Class (9), 2/5/04 Class highlights
Reviewed items:
R1: A pure wave is characterized by three numbers: wave length,
frequency, speed; however there is one equation among them,
speed = (wave
length) x (frequency),
therefore, there are really just two independent numbers that characterize
a pure wave.
[We will discuss other kinds of waves later.]
R2: The wave length of light can vary from zero to infinity
(excluding the exact zero and the exact infinity). Light of different wave
lengths has different names: visible light, x ray and gamma ray on the shorter
side, and infra-red light and radio wave on the longer side.
R3: Characteristics of Planck distributions: Chau showed animation
of
* Stefan-Boltzman law
* Wien's law
As always, it is important to understand what these laws imply.
R4: the concept of "proportional" to (in the short notation of "~")
is useful and important, e.g.,
* power per area (due to light emission by a black body)
~ T^4, the Stefan-Boltzman law.
* Lamda-max ~ 1/T, in Wien's law. The proportional
constant is 2.9 x 10^-3.
* Force ~ acceleration in Newton's second law.
The proportional constant is the rest mass, M.
* Gravitational force ~ the product of two masses and
the inverse square of the distance between them.
The proportional constant is the Newton's gravitational
constant, G.
* Energy of a photon ~ its frequency. The proportional
constant is the Planck constant.
These proportional constants are important fundamental constants, which
are given by experiment (or dictated by nature) which usually can not be explained
by theory.
R5: Doppler effects: Chau showed animation.
Definition of Z:
Z = % change in wavelength, which
can also be expressed in terms of frequency change.

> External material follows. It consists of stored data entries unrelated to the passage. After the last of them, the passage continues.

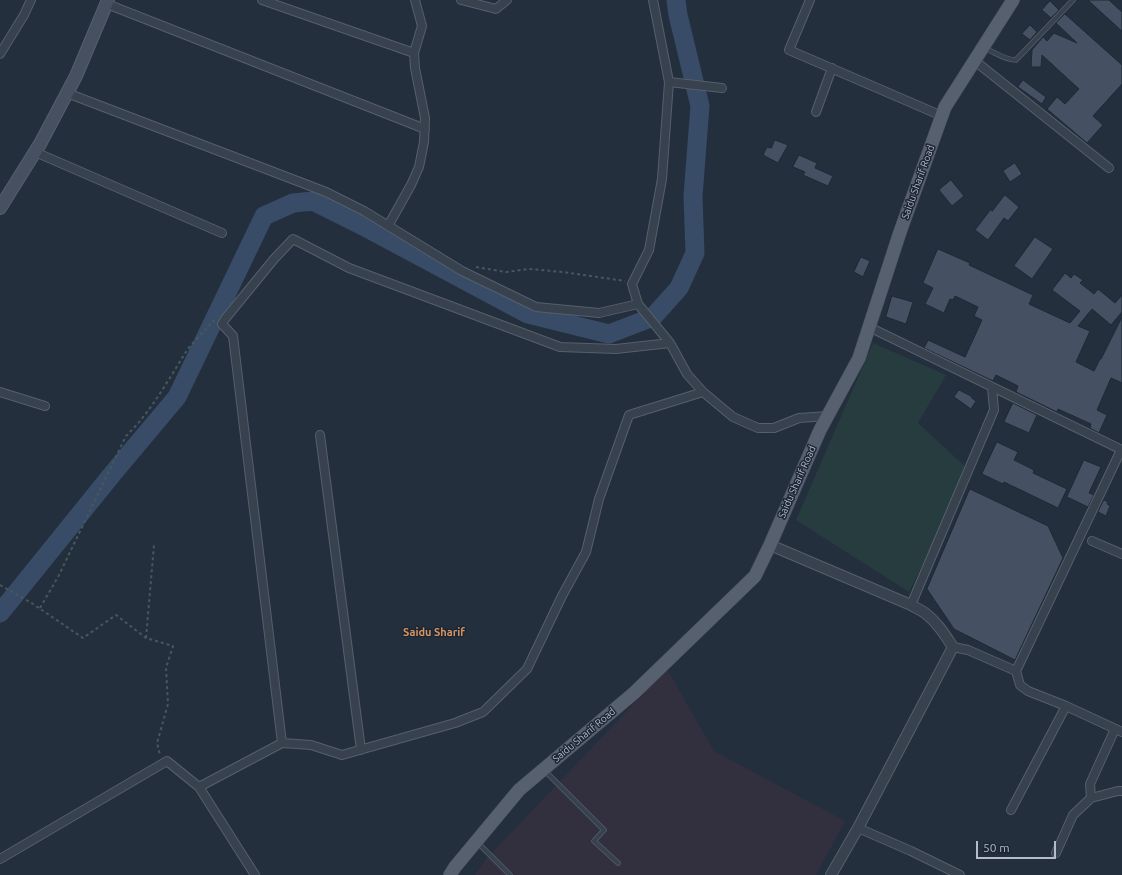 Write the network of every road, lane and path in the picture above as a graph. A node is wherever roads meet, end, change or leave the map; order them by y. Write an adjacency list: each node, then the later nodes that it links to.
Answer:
1 (31, 0): 13 (street)
2 (262, 0): 12 (street)
3 (415, 0): 12 (street)
4 (461, 0): 5 (street)
5 (507, 0)
6 (653, 0): 16 (street)
7 (810, 0): 15 (street)
8 (1013, 0): 11 (main road, Saidu Sharif Road)
9 (1073, 0): 11 (lane)
10 (107, 2): 18 (main road); 21 (street)
11 (983, 47): 14 (main road, Saidu Sharif Road)
12 (414, 53): 21 (street)
13 (0, 54)
14 (975, 61): 20 (main road, Saidu Sharif Road); 23 (street)
15 (832, 68): 19 (street); 20 (street)
16 (669, 82): 17 (street); 28 (street)
17 (722, 88)
18 (67, 93): 22 (main road); 25 (street)
19 (816, 112)
20 (942, 116): 31 (main road, Saidu Sharif Road)
21 (425, 129): 25 (street)
22 (34, 152): 24 (main road); 26 (street)
23 (1109, 168)
24 (0, 208)
25 (388, 226): 29 (street)
26 (222, 233)
27 (472, 266): 28 (path)
28 (632, 284): 29 (street)
29 (638, 305): 32 (street)
30 (225, 319): 32 (street); 46 (path); 52 (street)
31 (869, 327): 33 (street); 37 (main road, Saidu Sharif Road)
32 (670, 343): 35 (street)
33 (992, 387): 39 (street); 45 (street)
34 (0, 392): 36 (street)
35 (702, 392): 37 (street); 53 (street)
36 (45, 406)
37 (828, 416): 42 (main road, Saidu Sharif Road)
38 (320, 434): 53 (street)
39 (1122, 450): 49 (street)
40 (1092, 541): 43 (street)
41 (154, 545): 47 (path)
42 (770, 545): 45 (street); 55 (main road, Saidu Sharif Road)
43 (1122, 554)
44 (0, 585): 46 (path)
45 (911, 605): 48 (street)
46 (40, 608): 47 (path)
47 (146, 638): 54 (path)
48 (953, 647): 49 (street); 60 (street)
49 (1016, 671): 50 (street)
50 (1066, 706): 51 (street); 59 (street)
51 (1119, 730): 58 (street)
52 (282, 743): 53 (street); 56 (street)
53 (361, 750)
54 (161, 764): 56 (street); 63 (street)
55 (544, 769): 61 (main road, Saidu Sharif Road); 64 (lane)
56 (199, 786): 65 (street)
57 (1122, 791): 58 (street)
58 (1091, 798): 62 (street)
59 (1011, 810)
60 (858, 828): 68 (street); 69 (street)
61 (476, 841): 66 (main road, Saidu Sharif Road); 67 (lane)
62 (1056, 853)
63 (0, 859)
64 (618, 863)
65 (255, 875)
66 (450, 875)
67 (510, 875)
68 (831, 875)
69 (960, 875) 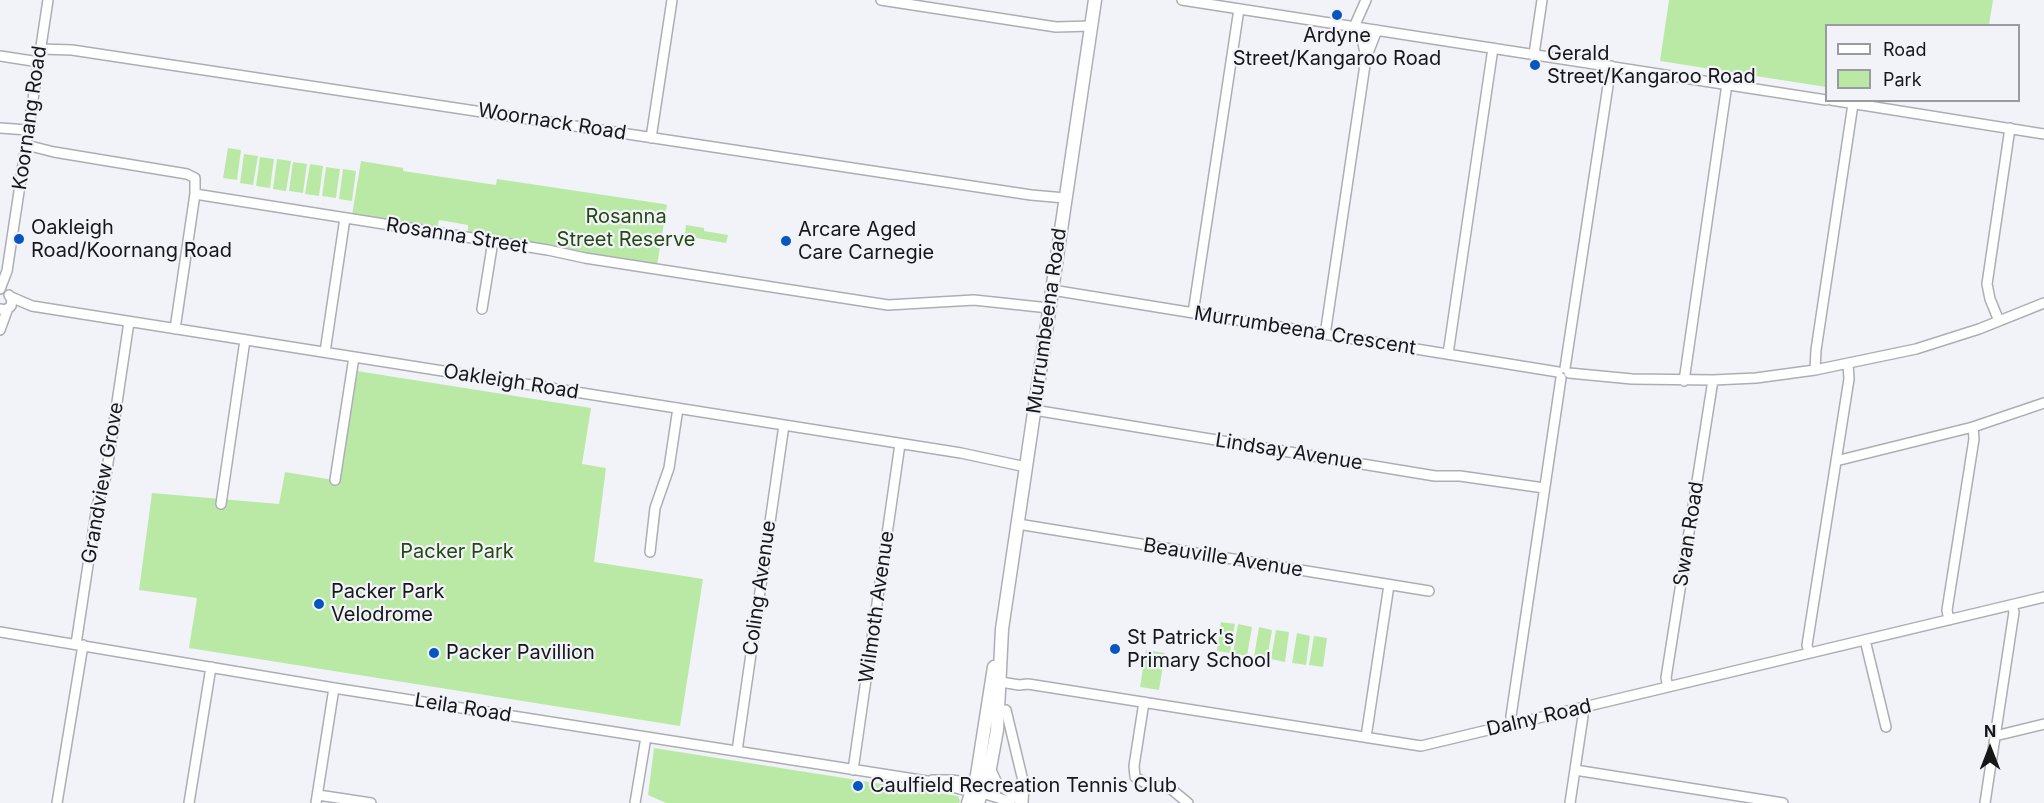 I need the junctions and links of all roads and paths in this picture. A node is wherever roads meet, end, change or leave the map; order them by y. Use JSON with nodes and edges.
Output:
{"nodes":[{"id":1,"x":48,"y":0,"type":"edge"},
{"id":2,"x":672,"y":0,"type":"edge"},
{"id":3,"x":880,"y":0,"type":"edge"},
{"id":4,"x":1095,"y":0,"type":"edge"},
{"id":5,"x":1182,"y":0,"type":"edge"},
{"id":6,"x":1366,"y":0,"type":"edge"},
{"id":7,"x":1542,"y":0,"type":"edge"},
{"id":8,"x":1239,"y":9,"type":"junction"},
{"id":9,"x":1365,"y":28,"type":"junction"},
{"id":10,"x":1090,"y":31,"type":"junction"},
{"id":11,"x":41,"y":46,"type":"junction"},
{"id":12,"x":1493,"y":48,"type":"junction"},
{"id":13,"x":1534,"y":54,"type":"junction"},
{"id":14,"x":0,"y":56,"type":"edge"},
{"id":15,"x":1366,"y":58,"type":"junction"},
{"id":16,"x":39,"y":62,"type":"junction"},
{"id":17,"x":1611,"y":66,"type":"junction"},
{"id":18,"x":1727,"y":84,"type":"junction"},
{"id":19,"x":1825,"y":100,"type":"edge"},
{"id":20,"x":1842,"y":102,"type":"edge"},
{"id":21,"x":1853,"y":104,"type":"junction"},
{"id":22,"x":2010,"y":128,"type":"junction"},
{"id":23,"x":0,"y":129,"type":"edge"},
{"id":24,"x":2044,"y":134,"type":"edge"},
{"id":25,"x":651,"y":138,"type":"junction"},
{"id":26,"x":27,"y":140,"type":"junction"},
{"id":27,"x":195,"y":194,"type":"junction"},
{"id":28,"x":1065,"y":201,"type":"junction"},
{"id":29,"x":345,"y":218,"type":"junction"},
{"id":30,"x":493,"y":241,"type":"junction"},
{"id":31,"x":1052,"y":290,"type":"junction"},
{"id":32,"x":5,"y":293,"type":"edge"},
{"id":33,"x":2044,"y":303,"type":"edge"},
{"id":34,"x":32,"y":306,"type":"junction"},
{"id":35,"x":6,"y":308,"type":"edge"},
{"id":36,"x":482,"y":309,"type":"dead end"},
{"id":37,"x":1049,"y":311,"type":"junction"},
{"id":38,"x":1192,"y":313,"type":"junction"},
{"id":39,"x":129,"y":321,"type":"junction"},
{"id":40,"x":1999,"y":321,"type":"junction"},
{"id":41,"x":175,"y":328,"type":"junction"},
{"id":42,"x":0,"y":330,"type":"edge"},
{"id":43,"x":1325,"y":335,"type":"junction"},
{"id":44,"x":245,"y":340,"type":"junction"},
{"id":45,"x":325,"y":352,"type":"junction"},
{"id":46,"x":1448,"y":354,"type":"junction"},
{"id":47,"x":354,"y":357,"type":"junction"},
{"id":48,"x":1848,"y":364,"type":"junction"},
{"id":49,"x":1815,"y":370,"type":"junction"},
{"id":50,"x":1563,"y":373,"type":"junction"},
{"id":51,"x":1713,"y":380,"type":"junction"},
{"id":52,"x":1684,"y":381,"type":"junction"},
{"id":53,"x":2044,"y":403,"type":"edge"},
{"id":54,"x":678,"y":408,"type":"junction"},
{"id":55,"x":1034,"y":410,"type":"junction"},
{"id":56,"x":784,"y":425,"type":"junction"},
{"id":57,"x":1973,"y":427,"type":"junction"},
{"id":58,"x":900,"y":444,"type":"junction"},
{"id":59,"x":1836,"y":461,"type":"junction"},
{"id":60,"x":1027,"y":464,"type":"junction"},
{"id":61,"x":335,"y":480,"type":"dead end"},
{"id":62,"x":1544,"y":488,"type":"junction"},
{"id":63,"x":221,"y":504,"type":"dead end"},
{"id":64,"x":1017,"y":524,"type":"junction"},
{"id":65,"x":650,"y":552,"type":"dead end"},
{"id":66,"x":1389,"y":585,"type":"junction"},
{"id":67,"x":1429,"y":591,"type":"dead end"},
{"id":68,"x":2044,"y":597,"type":"edge"},
{"id":69,"x":2012,"y":604,"type":"junction"},
{"id":70,"x":1949,"y":620,"type":"junction"},
{"id":71,"x":0,"y":632,"type":"edge"},
{"id":72,"x":1865,"y":640,"type":"junction"},
{"id":73,"x":79,"y":645,"type":"junction"},
{"id":74,"x":1809,"y":653,"type":"junction"},
{"id":75,"x":211,"y":667,"type":"junction"},
{"id":76,"x":996,"y":679,"type":"junction"},
{"id":77,"x":1668,"y":687,"type":"junction"},
{"id":78,"x":334,"y":688,"type":"junction"},
{"id":79,"x":1144,"y":702,"type":"junction"},
{"id":80,"x":1581,"y":708,"type":"junction"},
{"id":81,"x":1006,"y":710,"type":"dead end"},
{"id":82,"x":1512,"y":724,"type":"junction"},
{"id":83,"x":2044,"y":724,"type":"edge"},
{"id":84,"x":1886,"y":727,"type":"dead end"},
{"id":85,"x":1995,"y":736,"type":"junction"},
{"id":86,"x":646,"y":737,"type":"junction"},
{"id":87,"x":1366,"y":737,"type":"junction"},
{"id":88,"x":737,"y":751,"type":"junction"},
{"id":89,"x":990,"y":768,"type":"junction"},
{"id":90,"x":854,"y":770,"type":"junction"},
{"id":91,"x":1575,"y":770,"type":"junction"},
{"id":92,"x":976,"y":794,"type":"edge"},
{"id":93,"x":317,"y":799,"type":"edge"},
{"id":94,"x":1023,"y":802,"type":"edge"},
{"id":95,"x":57,"y":803,"type":"edge"},
{"id":96,"x":189,"y":803,"type":"edge"},
{"id":97,"x":370,"y":803,"type":"edge"},
{"id":98,"x":635,"y":803,"type":"edge"},
{"id":99,"x":993,"y":803,"type":"edge"},
{"id":100,"x":998,"y":803,"type":"edge"},
{"id":101,"x":1010,"y":803,"type":"edge"},
{"id":102,"x":1188,"y":803,"type":"edge"},
{"id":103,"x":1570,"y":803,"type":"edge"},
{"id":104,"x":1783,"y":803,"type":"edge"},
{"id":105,"x":1985,"y":803,"type":"edge"}],
"edges":[{"from":1,"to":11,"type":"street","name":"Koornang Road"},
{"from":2,"to":25,"type":"street"},
{"from":3,"to":10,"type":"street"},
{"from":4,"to":10,"type":"main road","name":"Murrumbeena Road"},
{"from":5,"to":8,"type":"street"},
{"from":6,"to":9,"type":"street"},
{"from":6,"to":9,"type":"street"},
{"from":7,"to":13,"type":"street"},
{"from":8,"to":9,"type":"street"},
{"from":8,"to":38,"type":"street"},
{"from":9,"to":12,"type":"street"},
{"from":9,"to":15,"type":"street"},
{"from":9,"to":15,"type":"street"},
{"from":10,"to":28,"type":"main road","name":"Murrumbeena Road"},
{"from":11,"to":16,"type":"street","name":"Koornang Road"},
{"from":11,"to":25,"type":"street","name":"Woornack Road"},
{"from":12,"to":13,"type":"street"},
{"from":12,"to":46,"type":"street"},
{"from":13,"to":17,"type":"street"},
{"from":14,"to":16,"type":"street"},
{"from":15,"to":43,"type":"street"},
{"from":16,"to":26,"type":"street","name":"Koornang Road"},
{"from":17,"to":18,"type":"street"},
{"from":17,"to":50,"type":"street"},
{"from":18,"to":19,"type":"street"},
{"from":18,"to":52,"type":"street"},
{"from":20,"to":21,"type":"street"},
{"from":21,"to":22,"type":"street"},
{"from":21,"to":49,"type":"street"},
{"from":22,"to":24,"type":"street"},
{"from":22,"to":40,"type":"street"},
{"from":23,"to":26,"type":"street"},
{"from":25,"to":28,"type":"street","name":"Woornack Road"},
{"from":26,"to":27,"type":"street"},
{"from":26,"to":32,"type":"street","name":"Koornang Road"},
{"from":27,"to":29,"type":"street","name":"Rosanna Street"},
{"from":27,"to":41,"type":"street"},
{"from":28,"to":31,"type":"main road","name":"Murrumbeena Road"},
{"from":29,"to":30,"type":"street","name":"Rosanna Street"},
{"from":29,"to":45,"type":"street"},
{"from":30,"to":36,"type":"street"},
{"from":30,"to":37,"type":"street","name":"Rosanna Street"},
{"from":31,"to":37,"type":"main road","name":"Murrumbeena Road"},
{"from":31,"to":38,"type":"street","name":"Murrumbeena Crescent"},
{"from":32,"to":34,"type":"street","name":"Oakleigh Road"},
{"from":32,"to":35,"type":"street","name":"Koornang Road"},
{"from":33,"to":40,"type":"street","name":"Murrumbeena Crescent"},
{"from":34,"to":35,"type":"street","name":"Oakleigh Road"},
{"from":34,"to":39,"type":"street","name":"Oakleigh Road"},
{"from":35,"to":42,"type":"street"},
{"from":37,"to":55,"type":"main road","name":"Murrumbeena Road"},
{"from":38,"to":43,"type":"street","name":"Murrumbeena Crescent"},
{"from":39,"to":41,"type":"street","name":"Oakleigh Road"},
{"from":39,"to":73,"type":"street","name":"Grandview Grove"},
{"from":40,"to":48,"type":"street","name":"Murrumbeena Crescent"},
{"from":41,"to":44,"type":"street","name":"Oakleigh Road"},
{"from":43,"to":46,"type":"street","name":"Murrumbeena Crescent"},
{"from":44,"to":45,"type":"street","name":"Oakleigh Road"},
{"from":44,"to":63,"type":"street"},
{"from":45,"to":47,"type":"street","name":"Oakleigh Road"},
{"from":46,"to":50,"type":"street","name":"Murrumbeena Crescent"},
{"from":47,"to":54,"type":"street","name":"Oakleigh Road"},
{"from":47,"to":61,"type":"street"},
{"from":48,"to":49,"type":"street","name":"Murrumbeena Crescent"},
{"from":48,"to":59,"type":"street"},
{"from":49,"to":51,"type":"street","name":"Murrumbeena Crescent"},
{"from":50,"to":52,"type":"street","name":"Murrumbeena Crescent"},
{"from":50,"to":62,"type":"street"},
{"from":51,"to":52,"type":"street","name":"Murrumbeena Crescent"},
{"from":51,"to":77,"type":"street","name":"Swan Road"},
{"from":53,"to":57,"type":"street"},
{"from":54,"to":56,"type":"street","name":"Oakleigh Road"},
{"from":54,"to":65,"type":"street"},
{"from":55,"to":60,"type":"main road","name":"Murrumbeena Road"},
{"from":55,"to":62,"type":"street","name":"Lindsay Avenue"},
{"from":56,"to":58,"type":"street","name":"Oakleigh Road"},
{"from":56,"to":88,"type":"street","name":"Coling Avenue"},
{"from":57,"to":59,"type":"street"},
{"from":57,"to":70,"type":"street"},
{"from":58,"to":60,"type":"street","name":"Oakleigh Road"},
{"from":58,"to":90,"type":"street","name":"Wilmoth Avenue"},
{"from":59,"to":74,"type":"street"},
{"from":60,"to":64,"type":"main road","name":"Murrumbeena Road"},
{"from":62,"to":82,"type":"street"},
{"from":64,"to":66,"type":"street","name":"Beauville Avenue"},
{"from":64,"to":76,"type":"main road","name":"Murrumbeena Road"},
{"from":66,"to":67,"type":"street","name":"Beauville Avenue"},
{"from":66,"to":87,"type":"street"},
{"from":68,"to":69,"type":"street","name":"Dalny Road"},
{"from":69,"to":70,"type":"street","name":"Dalny Road"},
{"from":69,"to":85,"type":"street"},
{"from":70,"to":72,"type":"street","name":"Dalny Road"},
{"from":71,"to":73,"type":"street","name":"Leila Road"},
{"from":72,"to":74,"type":"street","name":"Dalny Road"},
{"from":72,"to":84,"type":"street"},
{"from":73,"to":75,"type":"street","name":"Leila Road"},
{"from":73,"to":95,"type":"street","name":"Grandview Grove"},
{"from":74,"to":77,"type":"street","name":"Dalny Road"},
{"from":75,"to":78,"type":"street","name":"Leila Road"},
{"from":75,"to":96,"type":"street"},
{"from":76,"to":79,"type":"street","name":"Dalny Road"},
{"from":76,"to":89,"type":"main road","name":"Murrumbeena Road"},
{"from":76,"to":92,"type":"main road","name":"Murrumbeena Road"},
{"from":77,"to":80,"type":"street","name":"Dalny Road"},
{"from":78,"to":86,"type":"street","name":"Leila Road"},
{"from":78,"to":93,"type":"street"},
{"from":79,"to":87,"type":"street","name":"Dalny Road"},
{"from":79,"to":102,"type":"street"},
{"from":80,"to":82,"type":"street","name":"Dalny Road"},
{"from":80,"to":91,"type":"street"},
{"from":81,"to":94,"type":"street"},
{"from":82,"to":87,"type":"street","name":"Dalny Road"},
{"from":83,"to":85,"type":"street"},
{"from":85,"to":105,"type":"street"},
{"from":86,"to":88,"type":"street","name":"Leila Road"},
{"from":86,"to":98,"type":"street"},
{"from":88,"to":90,"type":"street","name":"Leila Road"},
{"from":89,"to":92,"type":"main road","name":"Murrumbeena Road"},
{"from":89,"to":94,"type":"street"},
{"from":90,"to":92,"type":"street","name":"Leila Road"},
{"from":91,"to":103,"type":"street"},
{"from":91,"to":104,"type":"street"},
{"from":92,"to":101,"type":"street","name":"Leila Road"},
{"from":93,"to":97,"type":"street"},
{"from":99,"to":100,"type":"street"}]}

R6: Chau also showed the animation of emitting or absorbing photons
with wave lengths characteristic to an atom, due to the characteristic discrete
energy levels that are allowed of an electron in an atom.
New items:
N1: Gauge Principle and standard model (electroweak plus
strong; but not unified.)
N2: The speed of light, c, is the same for all observers moving
with constant velocity with each other.
N3: In special relativity, the factor, square-root of
[1- (v-squared/c-squared)], comes up a lot. Therefore, we would want to
be able to take square root in the back-of-the-envelope style. Indeed we
can.
N4. Chau demonstrated the steps by taking square-root
of 3.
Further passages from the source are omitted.